Prompt:
Say how many lines in the records contain the string "Ortiz". Nothing but the number should be given.

********************

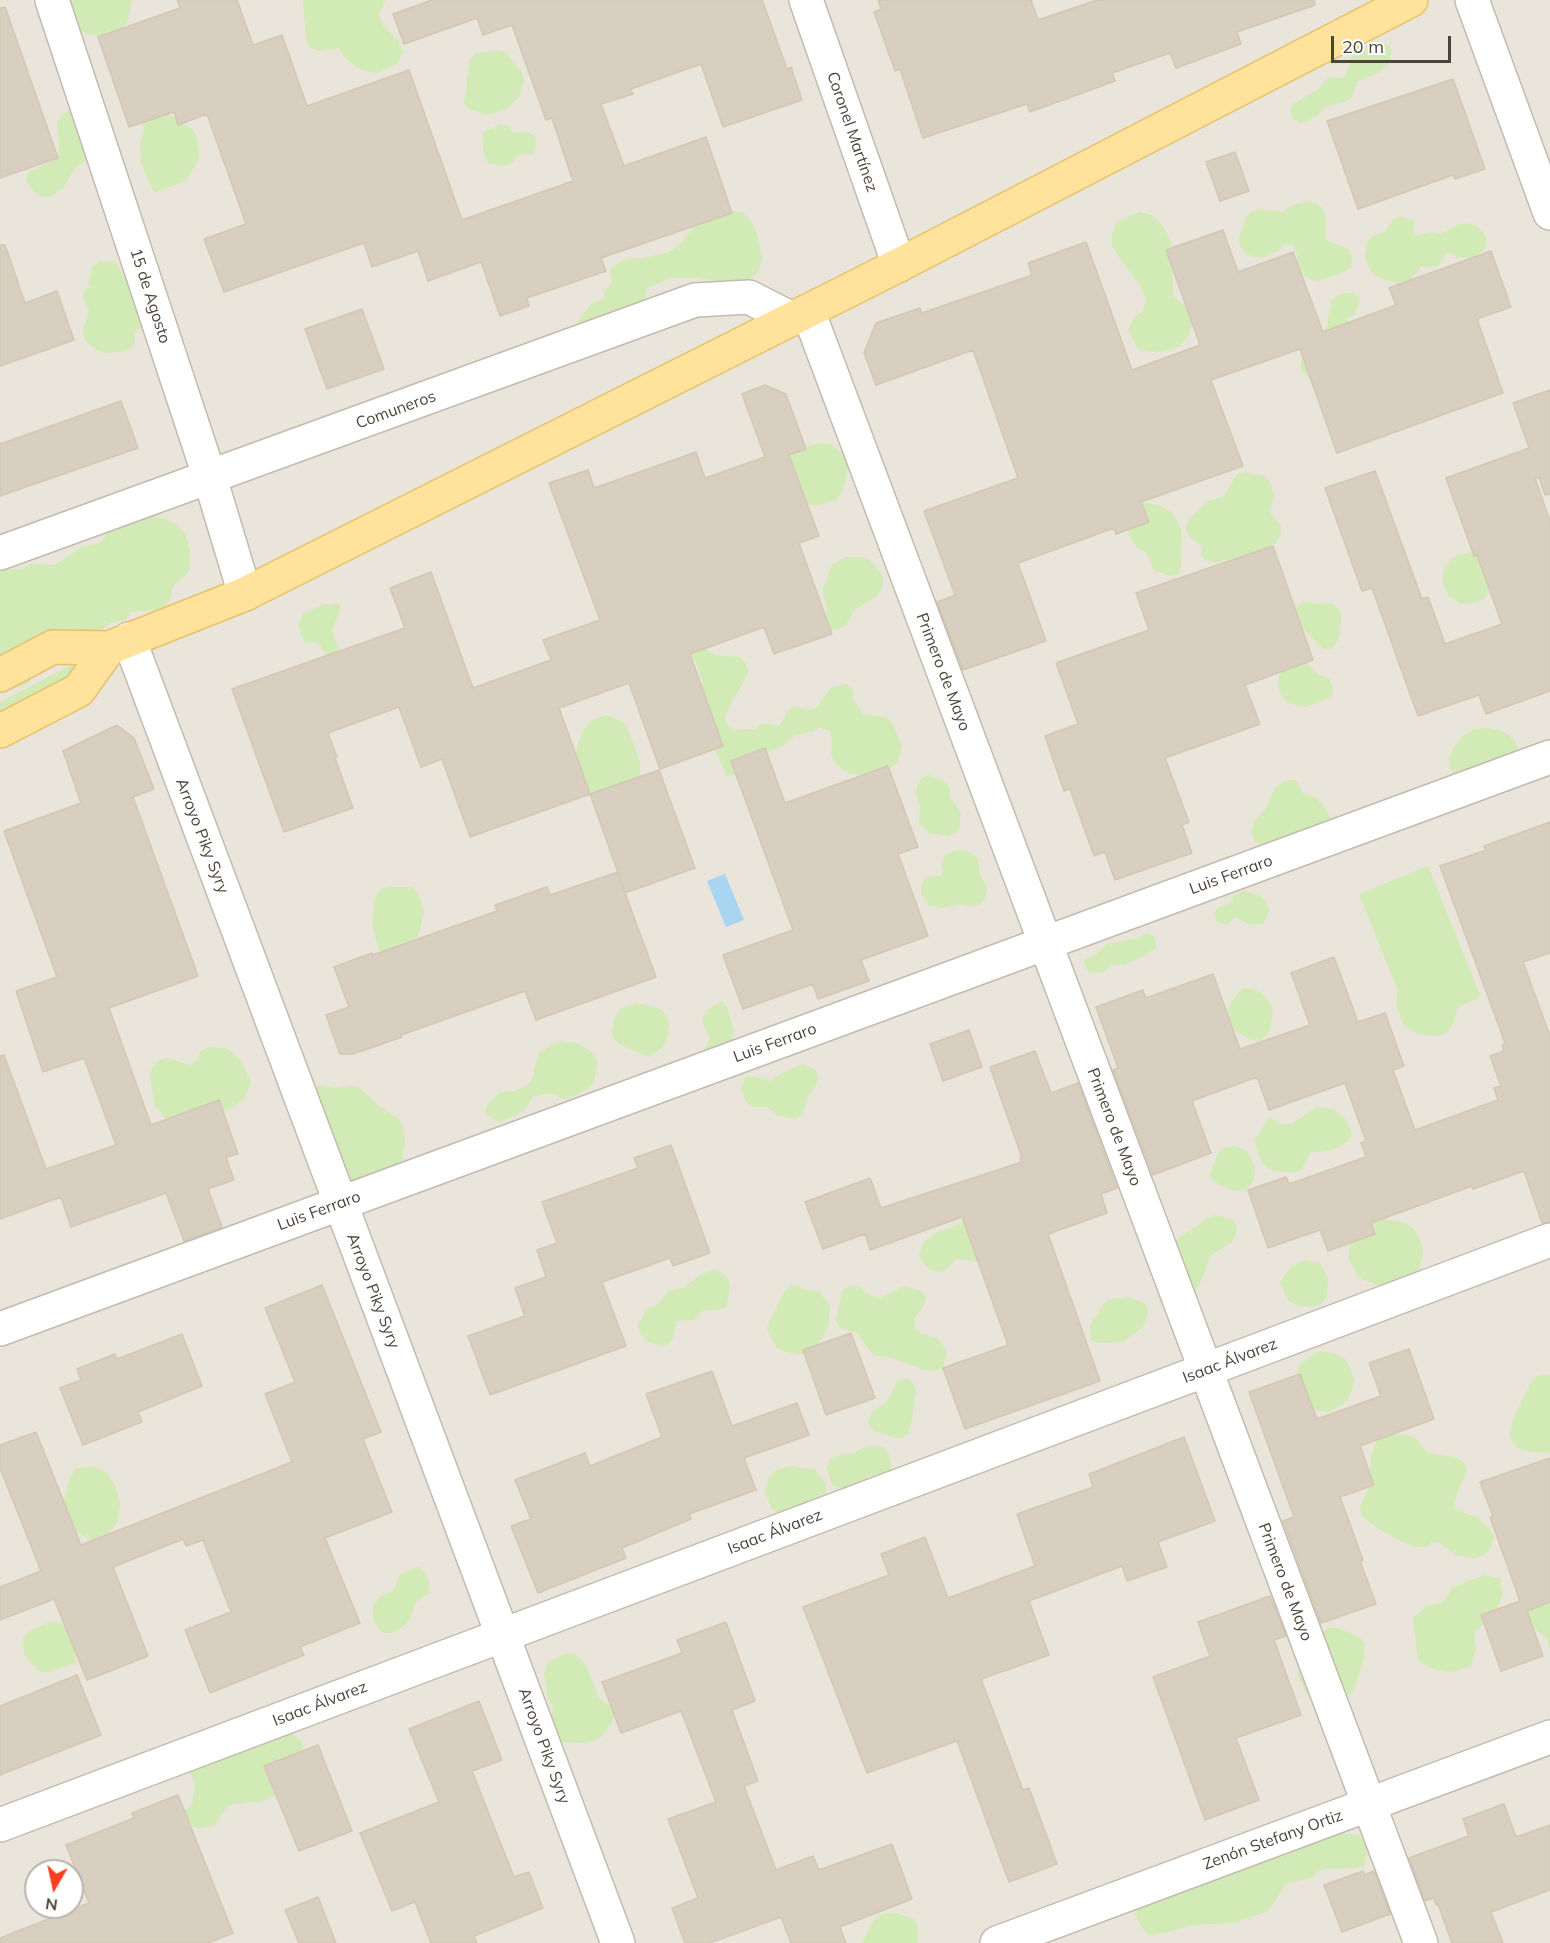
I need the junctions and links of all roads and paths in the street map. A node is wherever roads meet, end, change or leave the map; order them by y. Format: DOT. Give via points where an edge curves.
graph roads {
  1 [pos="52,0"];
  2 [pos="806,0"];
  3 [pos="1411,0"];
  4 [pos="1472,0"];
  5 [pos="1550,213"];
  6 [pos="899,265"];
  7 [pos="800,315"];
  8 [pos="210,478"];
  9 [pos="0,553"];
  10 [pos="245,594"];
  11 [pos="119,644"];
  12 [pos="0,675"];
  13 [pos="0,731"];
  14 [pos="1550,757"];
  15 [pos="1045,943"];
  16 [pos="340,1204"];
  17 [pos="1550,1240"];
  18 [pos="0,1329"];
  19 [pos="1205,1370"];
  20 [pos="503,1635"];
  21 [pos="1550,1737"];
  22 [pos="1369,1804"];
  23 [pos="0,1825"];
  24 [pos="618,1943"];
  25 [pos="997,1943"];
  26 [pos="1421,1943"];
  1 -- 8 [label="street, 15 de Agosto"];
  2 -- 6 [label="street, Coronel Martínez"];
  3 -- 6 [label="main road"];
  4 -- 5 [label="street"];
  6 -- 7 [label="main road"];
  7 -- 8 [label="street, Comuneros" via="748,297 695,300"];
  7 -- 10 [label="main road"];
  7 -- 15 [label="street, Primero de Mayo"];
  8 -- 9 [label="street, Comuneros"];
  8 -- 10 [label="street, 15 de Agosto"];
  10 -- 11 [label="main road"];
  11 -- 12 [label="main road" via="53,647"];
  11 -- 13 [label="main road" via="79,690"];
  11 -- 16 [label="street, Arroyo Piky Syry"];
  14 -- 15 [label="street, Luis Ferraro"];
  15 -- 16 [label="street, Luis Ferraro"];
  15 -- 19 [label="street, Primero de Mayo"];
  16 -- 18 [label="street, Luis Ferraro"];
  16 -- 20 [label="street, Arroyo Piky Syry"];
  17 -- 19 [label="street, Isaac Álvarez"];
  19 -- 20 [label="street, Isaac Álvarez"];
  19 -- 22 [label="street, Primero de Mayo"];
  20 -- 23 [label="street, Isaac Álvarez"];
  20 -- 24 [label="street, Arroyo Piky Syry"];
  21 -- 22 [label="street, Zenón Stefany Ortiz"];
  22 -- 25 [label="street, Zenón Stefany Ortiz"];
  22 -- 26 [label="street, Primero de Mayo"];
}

********************

Answer to the problem:
2